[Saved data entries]
::::

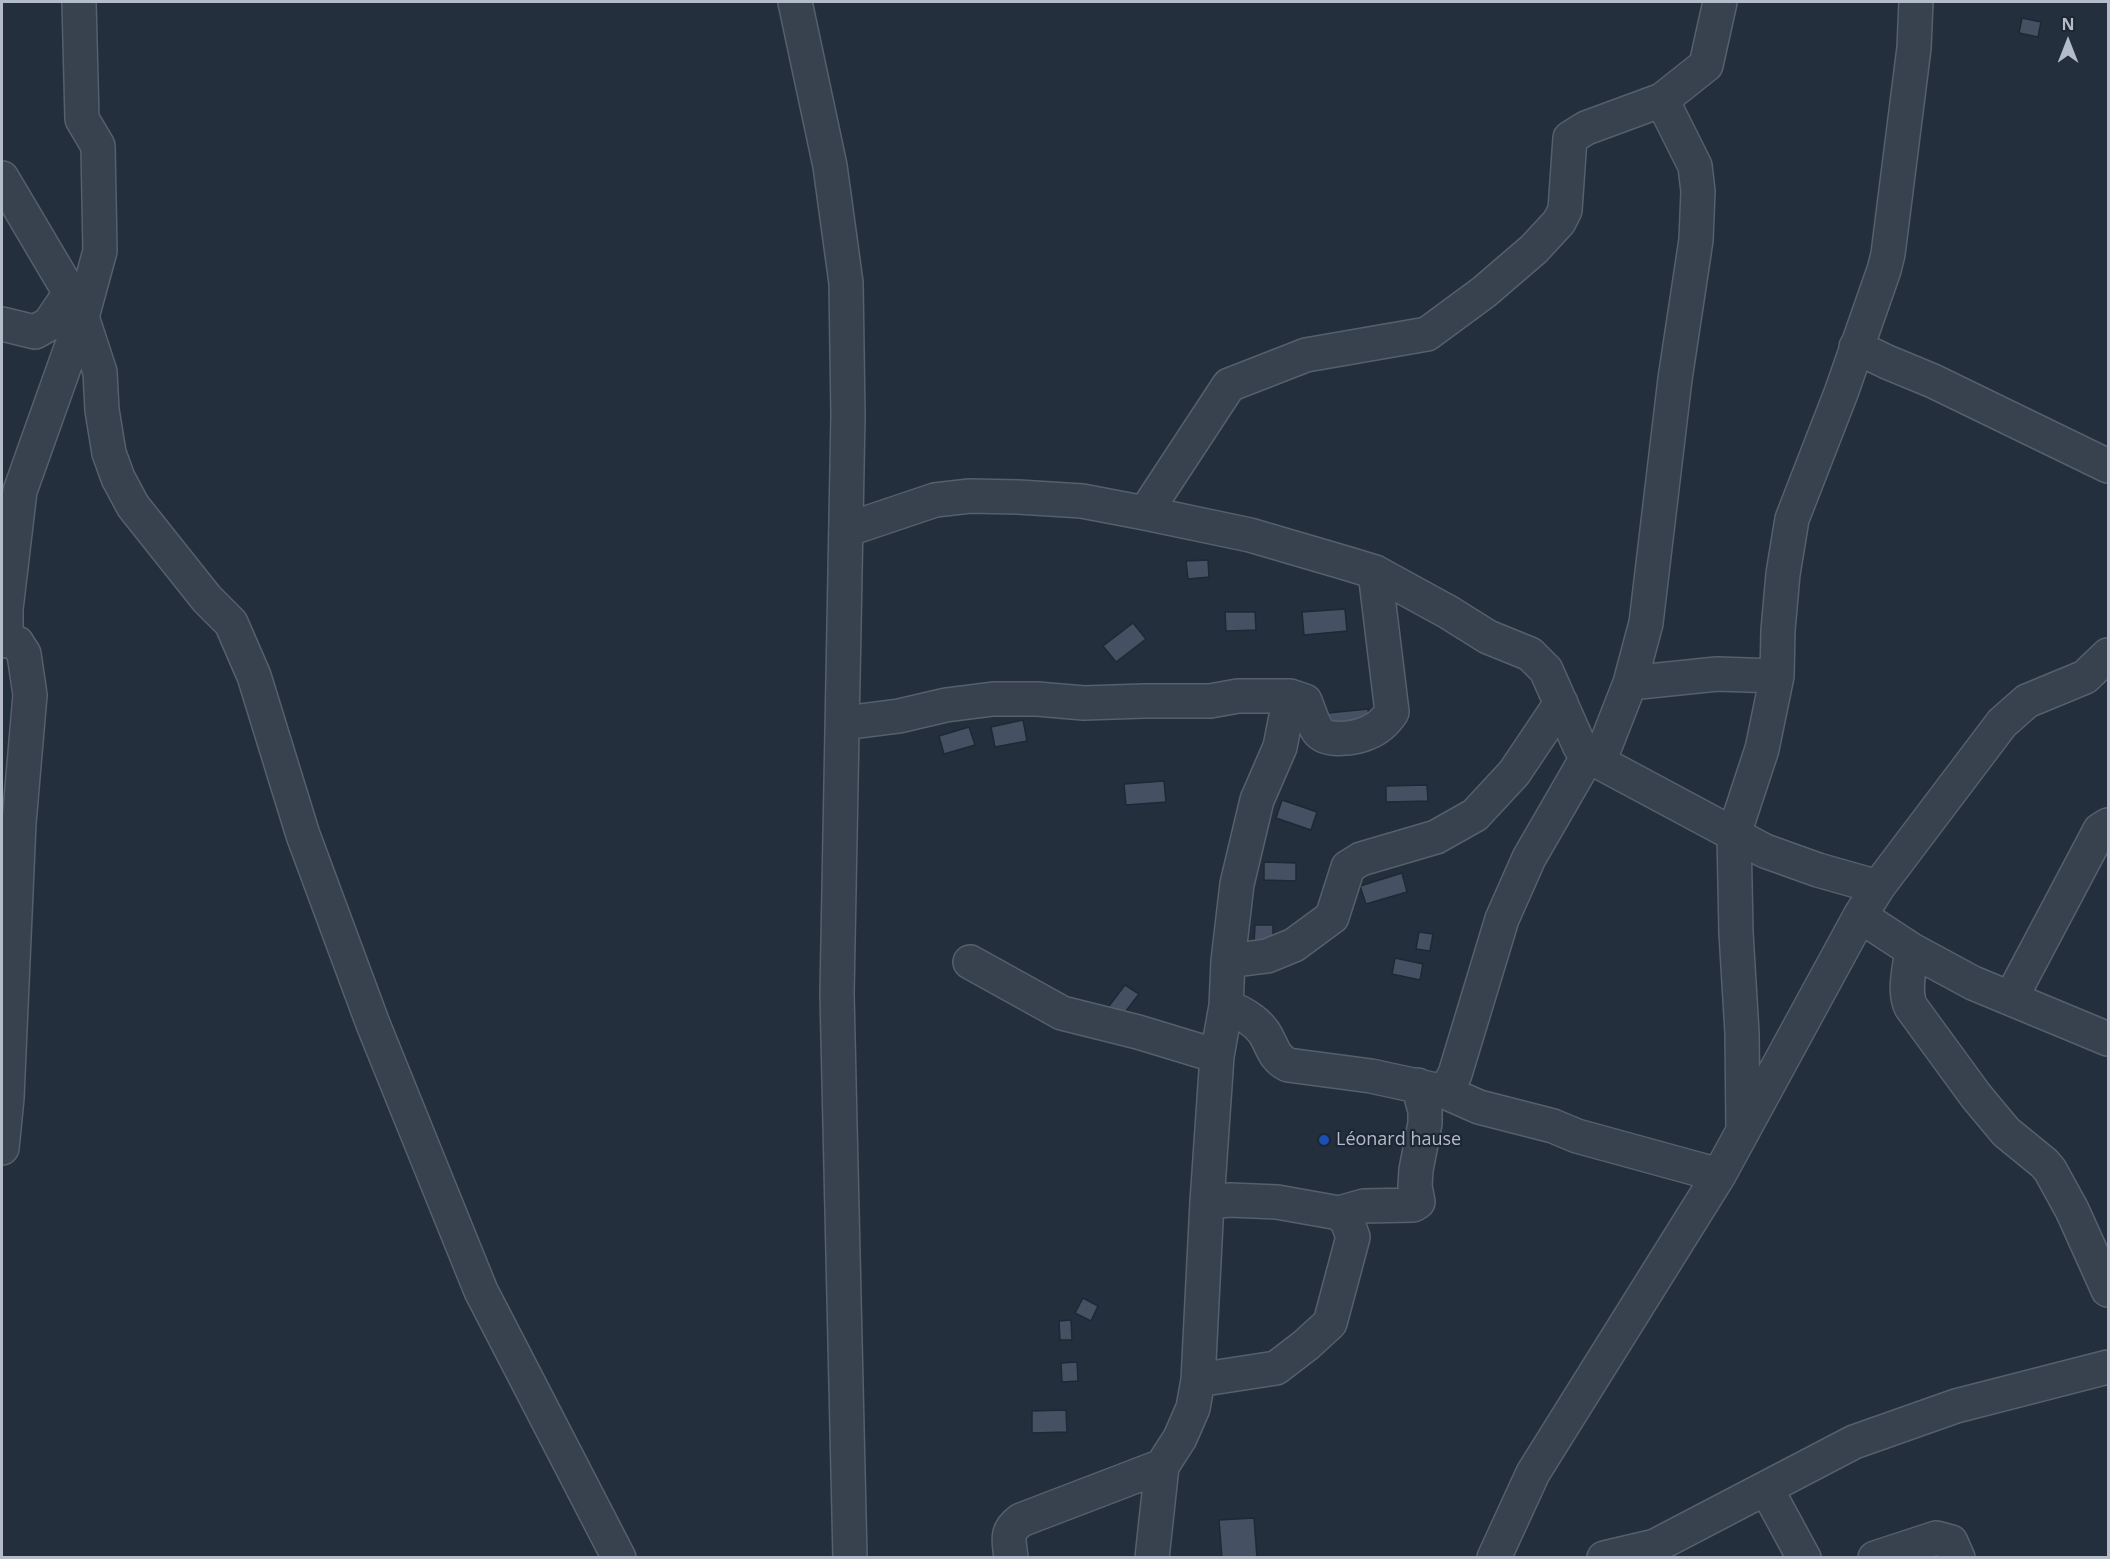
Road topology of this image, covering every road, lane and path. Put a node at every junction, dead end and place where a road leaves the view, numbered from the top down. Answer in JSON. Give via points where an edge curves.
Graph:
{"nodes":[{"id":1,"x":79,"y":2,"type":"edge"},
{"id":2,"x":795,"y":2,"type":"edge"},
{"id":3,"x":1720,"y":2,"type":"edge"},
{"id":4,"x":1916,"y":2,"type":"edge"},
{"id":5,"x":1662,"y":100,"type":"junction"},
{"id":6,"x":2,"y":178,"type":"edge"},
{"id":7,"x":76,"y":305,"type":"junction"},
{"id":8,"x":2,"y":324,"type":"edge"},
{"id":9,"x":1856,"y":347,"type":"junction"},
{"id":10,"x":2109,"y":466,"type":"edge"},
{"id":11,"x":1145,"y":513,"type":"junction"},
{"id":12,"x":846,"y":530,"type":"junction"},
{"id":13,"x":1376,"y":572,"type":"junction"},
{"id":14,"x":4,"y":625,"type":"edge"},
{"id":15,"x":2109,"y":655,"type":"edge"},
{"id":16,"x":1777,"y":676,"type":"junction"},
{"id":17,"x":1630,"y":683,"type":"junction"},
{"id":18,"x":1290,"y":696,"type":"junction"},
{"id":19,"x":1561,"y":703,"type":"junction"},
{"id":20,"x":844,"y":723,"type":"junction"},
{"id":21,"x":1594,"y":758,"type":"junction"},
{"id":22,"x":2109,"y":825,"type":"edge"},
{"id":23,"x":1734,"y":834,"type":"junction"},
{"id":24,"x":1878,"y":887,"type":"junction"},
{"id":25,"x":1860,"y":916,"type":"junction"},
{"id":26,"x":1911,"y":950,"type":"junction"},
{"id":27,"x":1228,"y":961,"type":"junction"},
{"id":28,"x":970,"y":962,"type":"dead end"},
{"id":29,"x":2011,"y":998,"type":"junction"},
{"id":30,"x":1226,"y":1006,"type":"junction"},
{"id":31,"x":2109,"y":1039,"type":"edge"},
{"id":32,"x":1217,"y":1056,"type":"junction"},
{"id":33,"x":1432,"y":1088,"type":"junction"},
{"id":34,"x":1743,"y":1130,"type":"junction"},
{"id":35,"x":2,"y":1148,"type":"edge"},
{"id":36,"x":1719,"y":1175,"type":"junction"},
{"id":37,"x":1207,"y":1202,"type":"junction"},
{"id":38,"x":1339,"y":1213,"type":"junction"},
{"id":39,"x":2109,"y":1290,"type":"edge"},
{"id":40,"x":2109,"y":1367,"type":"edge"},
{"id":41,"x":1198,"y":1380,"type":"junction"},
{"id":42,"x":1162,"y":1466,"type":"junction"},
{"id":43,"x":1766,"y":1488,"type":"junction"},
{"id":44,"x":619,"y":1557,"type":"edge"},
{"id":45,"x":850,"y":1557,"type":"edge"},
{"id":46,"x":1011,"y":1557,"type":"edge"},
{"id":47,"x":1152,"y":1557,"type":"edge"},
{"id":48,"x":1494,"y":1557,"type":"edge"},
{"id":49,"x":1604,"y":1557,"type":"edge"},
{"id":50,"x":1804,"y":1557,"type":"edge"},
{"id":51,"x":1875,"y":1557,"type":"edge"},
{"id":52,"x":1958,"y":1557,"type":"edge"}],
"edges":[{"from":1,"to":7,"type":"street","via":[[82,119],[98,146],[100,251]]},
{"from":2,"to":12,"type":"street","via":[[830,166],[846,283]]},
{"from":3,"to":5,"type":"street","via":[[1706,65]]},
{"from":4,"to":9,"type":"street","via":[[1914,48],[1888,255]]},
{"from":5,"to":11,"type":"street","via":[[1586,128],[1570,138],[1568,192],[1559,222],[1484,292],[1426,334],[1306,355],[1229,385]]},
{"from":5,"to":17,"type":"street","via":[[1695,166],[1696,240],[1672,401],[1647,623]]},
{"from":6,"to":7,"type":"street"},
{"from":7,"to":8,"type":"street","via":[[35,332]]},
{"from":7,"to":14,"type":"street","via":[[20,491]]},
{"from":7,"to":44,"type":"street","via":[[100,372],[109,453],[118,478],[133,506],[231,623],[254,676],[303,835],[369,1013],[481,1291]]},
{"from":9,"to":10,"type":"street"},
{"from":9,"to":16,"type":"street","via":[[1792,519],[1783,574]]},
{"from":11,"to":12,"type":"street","via":[[1082,501],[970,496],[935,500]]},
{"from":11,"to":13,"type":"street","via":[[1250,535]]},
{"from":12,"to":20,"type":"street"},
{"from":13,"to":18,"type":"street","via":[[1392,712],[1366,734],[1334,738],[1319,733],[1305,701]]},
{"from":13,"to":19,"type":"street","via":[[1488,637],[1530,654],[1545,670]]},
{"from":14,"to":35,"type":"street","via":[[24,654],[30,695],[19,823]]},
{"from":15,"to":24,"type":"street","via":[[2085,677],[2028,701],[2002,723]]},
{"from":16,"to":17,"type":"street","via":[[1717,674]]},
{"from":16,"to":23,"type":"street","via":[[1762,748]]},
{"from":17,"to":21,"type":"street"},
{"from":18,"to":20,"type":"street","via":[[1084,703],[993,699]]},
{"from":18,"to":27,"type":"street","via":[[1280,747],[1257,800],[1237,884]]},
{"from":19,"to":21,"type":"street","via":[[1580,747]]},
{"from":19,"to":27,"type":"street","via":[[1514,773],[1475,815],[1436,837],[1361,859],[1348,867],[1332,917],[1294,945],[1267,956]]},
{"from":20,"to":45,"type":"street","via":[[837,994]]},
{"from":21,"to":23,"type":"street"},
{"from":21,"to":33,"type":"street","via":[[1529,858],[1502,919],[1455,1074]]},
{"from":22,"to":29,"type":"street","via":[[2100,831]]},
{"from":23,"to":24,"type":"street","via":[[1766,851]]},
{"from":23,"to":34,"type":"street"},
{"from":24,"to":25,"type":"street"},
{"from":25,"to":26,"type":"street"},
{"from":25,"to":34,"type":"street"},
{"from":26,"to":29,"type":"street"},
{"from":26,"to":39,"type":"street","via":[[1911,1007],[2006,1132],[2050,1170]]},
{"from":27,"to":30,"type":"street"},
{"from":28,"to":32,"type":"street","via":[[1062,1013]]},
{"from":29,"to":31,"type":"street"},
{"from":30,"to":32,"type":"street"},
{"from":30,"to":33,"type":"street","via":[[1262,1030],[1278,1060],[1288,1065]]},
{"from":32,"to":37,"type":"street"},
{"from":33,"to":36,"type":"street","via":[[1479,1107]]},
{"from":33,"to":38,"type":"street","via":[[1416,1170],[1418,1202],[1364,1206]]},
{"from":34,"to":36,"type":"street"},
{"from":36,"to":48,"type":"street","via":[[1533,1473]]},
{"from":37,"to":38,"type":"street","via":[[1278,1202]]},
{"from":37,"to":41,"type":"street"},
{"from":38,"to":41,"type":"street","via":[[1353,1237],[1330,1323],[1276,1368]]},
{"from":40,"to":43,"type":"street","via":[[1956,1406],[1854,1442]]},
{"from":41,"to":42,"type":"street","via":[[1193,1408]]},
{"from":42,"to":46,"type":"street","via":[[1021,1520],[1011,1528]]},
{"from":42,"to":47,"type":"street"},
{"from":43,"to":49,"type":"street","via":[[1656,1546]]},
{"from":43,"to":50,"type":"street"},
{"from":51,"to":52,"type":"street","via":[[1936,1538],[1951,1542]]}]}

::::

* _ASSIGNMENT_: Your copy should hold each line above exactly and no pictures at all.

* _RESPONSE TO THE EXERCISE_:
Road topology of this image, covering every road, lane and path. Put a node at every junction, dead end and place where a road leaves the view, numbered from the top down. Answer in JSON. Give via points where an edge curves.
Graph:
{"nodes":[{"id":1,"x":79,"y":2,"type":"edge"},
{"id":2,"x":795,"y":2,"type":"edge"},
{"id":3,"x":1720,"y":2,"type":"edge"},
{"id":4,"x":1916,"y":2,"type":"edge"},
{"id":5,"x":1662,"y":100,"type":"junction"},
{"id":6,"x":2,"y":178,"type":"edge"},
{"id":7,"x":76,"y":305,"type":"junction"},
{"id":8,"x":2,"y":324,"type":"edge"},
{"id":9,"x":1856,"y":347,"type":"junction"},
{"id":10,"x":2109,"y":466,"type":"edge"},
{"id":11,"x":1145,"y":513,"type":"junction"},
{"id":12,"x":846,"y":530,"type":"junction"},
{"id":13,"x":1376,"y":572,"type":"junction"},
{"id":14,"x":4,"y":625,"type":"edge"},
{"id":15,"x":2109,"y":655,"type":"edge"},
{"id":16,"x":1777,"y":676,"type":"junction"},
{"id":17,"x":1630,"y":683,"type":"junction"},
{"id":18,"x":1290,"y":696,"type":"junction"},
{"id":19,"x":1561,"y":703,"type":"junction"},
{"id":20,"x":844,"y":723,"type":"junction"},
{"id":21,"x":1594,"y":758,"type":"junction"},
{"id":22,"x":2109,"y":825,"type":"edge"},
{"id":23,"x":1734,"y":834,"type":"junction"},
{"id":24,"x":1878,"y":887,"type":"junction"},
{"id":25,"x":1860,"y":916,"type":"junction"},
{"id":26,"x":1911,"y":950,"type":"junction"},
{"id":27,"x":1228,"y":961,"type":"junction"},
{"id":28,"x":970,"y":962,"type":"dead end"},
{"id":29,"x":2011,"y":998,"type":"junction"},
{"id":30,"x":1226,"y":1006,"type":"junction"},
{"id":31,"x":2109,"y":1039,"type":"edge"},
{"id":32,"x":1217,"y":1056,"type":"junction"},
{"id":33,"x":1432,"y":1088,"type":"junction"},
{"id":34,"x":1743,"y":1130,"type":"junction"},
{"id":35,"x":2,"y":1148,"type":"edge"},
{"id":36,"x":1719,"y":1175,"type":"junction"},
{"id":37,"x":1207,"y":1202,"type":"junction"},
{"id":38,"x":1339,"y":1213,"type":"junction"},
{"id":39,"x":2109,"y":1290,"type":"edge"},
{"id":40,"x":2109,"y":1367,"type":"edge"},
{"id":41,"x":1198,"y":1380,"type":"junction"},
{"id":42,"x":1162,"y":1466,"type":"junction"},
{"id":43,"x":1766,"y":1488,"type":"junction"},
{"id":44,"x":619,"y":1557,"type":"edge"},
{"id":45,"x":850,"y":1557,"type":"edge"},
{"id":46,"x":1011,"y":1557,"type":"edge"},
{"id":47,"x":1152,"y":1557,"type":"edge"},
{"id":48,"x":1494,"y":1557,"type":"edge"},
{"id":49,"x":1604,"y":1557,"type":"edge"},
{"id":50,"x":1804,"y":1557,"type":"edge"},
{"id":51,"x":1875,"y":1557,"type":"edge"},
{"id":52,"x":1958,"y":1557,"type":"edge"}],
"edges":[{"from":1,"to":7,"type":"street","via":[[82,119],[98,146],[100,251]]},
{"from":2,"to":12,"type":"street","via":[[830,166],[846,283]]},
{"from":3,"to":5,"type":"street","via":[[1706,65]]},
{"from":4,"to":9,"type":"street","via":[[1914,48],[1888,255]]},
{"from":5,"to":11,"type":"street","via":[[1586,128],[1570,138],[1568,192],[1559,222],[1484,292],[1426,334],[1306,355],[1229,385]]},
{"from":5,"to":17,"type":"street","via":[[1695,166],[1696,240],[1672,401],[1647,623]]},
{"from":6,"to":7,"type":"street"},
{"from":7,"to":8,"type":"street","via":[[35,332]]},
{"from":7,"to":14,"type":"street","via":[[20,491]]},
{"from":7,"to":44,"type":"street","via":[[100,372],[109,453],[118,478],[133,506],[231,623],[254,676],[303,835],[369,1013],[481,1291]]},
{"from":9,"to":10,"type":"street"},
{"from":9,"to":16,"type":"street","via":[[1792,519],[1783,574]]},
{"from":11,"to":12,"type":"street","via":[[1082,501],[970,496],[935,500]]},
{"from":11,"to":13,"type":"street","via":[[1250,535]]},
{"from":12,"to":20,"type":"street"},
{"from":13,"to":18,"type":"street","via":[[1392,712],[1366,734],[1334,738],[1319,733],[1305,701]]},
{"from":13,"to":19,"type":"street","via":[[1488,637],[1530,654],[1545,670]]},
{"from":14,"to":35,"type":"street","via":[[24,654],[30,695],[19,823]]},
{"from":15,"to":24,"type":"street","via":[[2085,677],[2028,701],[2002,723]]},
{"from":16,"to":17,"type":"street","via":[[1717,674]]},
{"from":16,"to":23,"type":"street","via":[[1762,748]]},
{"from":17,"to":21,"type":"street"},
{"from":18,"to":20,"type":"street","via":[[1084,703],[993,699]]},
{"from":18,"to":27,"type":"street","via":[[1280,747],[1257,800],[1237,884]]},
{"from":19,"to":21,"type":"street","via":[[1580,747]]},
{"from":19,"to":27,"type":"street","via":[[1514,773],[1475,815],[1436,837],[1361,859],[1348,867],[1332,917],[1294,945],[1267,956]]},
{"from":20,"to":45,"type":"street","via":[[837,994]]},
{"from":21,"to":23,"type":"street"},
{"from":21,"to":33,"type":"street","via":[[1529,858],[1502,919],[1455,1074]]},
{"from":22,"to":29,"type":"street","via":[[2100,831]]},
{"from":23,"to":24,"type":"street","via":[[1766,851]]},
{"from":23,"to":34,"type":"street"},
{"from":24,"to":25,"type":"street"},
{"from":25,"to":26,"type":"street"},
{"from":25,"to":34,"type":"street"},
{"from":26,"to":29,"type":"street"},
{"from":26,"to":39,"type":"street","via":[[1911,1007],[2006,1132],[2050,1170]]},
{"from":27,"to":30,"type":"street"},
{"from":28,"to":32,"type":"street","via":[[1062,1013]]},
{"from":29,"to":31,"type":"street"},
{"from":30,"to":32,"type":"street"},
{"from":30,"to":33,"type":"street","via":[[1262,1030],[1278,1060],[1288,1065]]},
{"from":32,"to":37,"type":"street"},
{"from":33,"to":36,"type":"street","via":[[1479,1107]]},
{"from":33,"to":38,"type":"street","via":[[1416,1170],[1418,1202],[1364,1206]]},
{"from":34,"to":36,"type":"street"},
{"from":36,"to":48,"type":"street","via":[[1533,1473]]},
{"from":37,"to":38,"type":"street","via":[[1278,1202]]},
{"from":37,"to":41,"type":"street"},
{"from":38,"to":41,"type":"street","via":[[1353,1237],[1330,1323],[1276,1368]]},
{"from":40,"to":43,"type":"street","via":[[1956,1406],[1854,1442]]},
{"from":41,"to":42,"type":"street","via":[[1193,1408]]},
{"from":42,"to":46,"type":"street","via":[[1021,1520],[1011,1528]]},
{"from":42,"to":47,"type":"street"},
{"from":43,"to":49,"type":"street","via":[[1656,1546]]},
{"from":43,"to":50,"type":"street"},
{"from":51,"to":52,"type":"street","via":[[1936,1538],[1951,1542]]}]}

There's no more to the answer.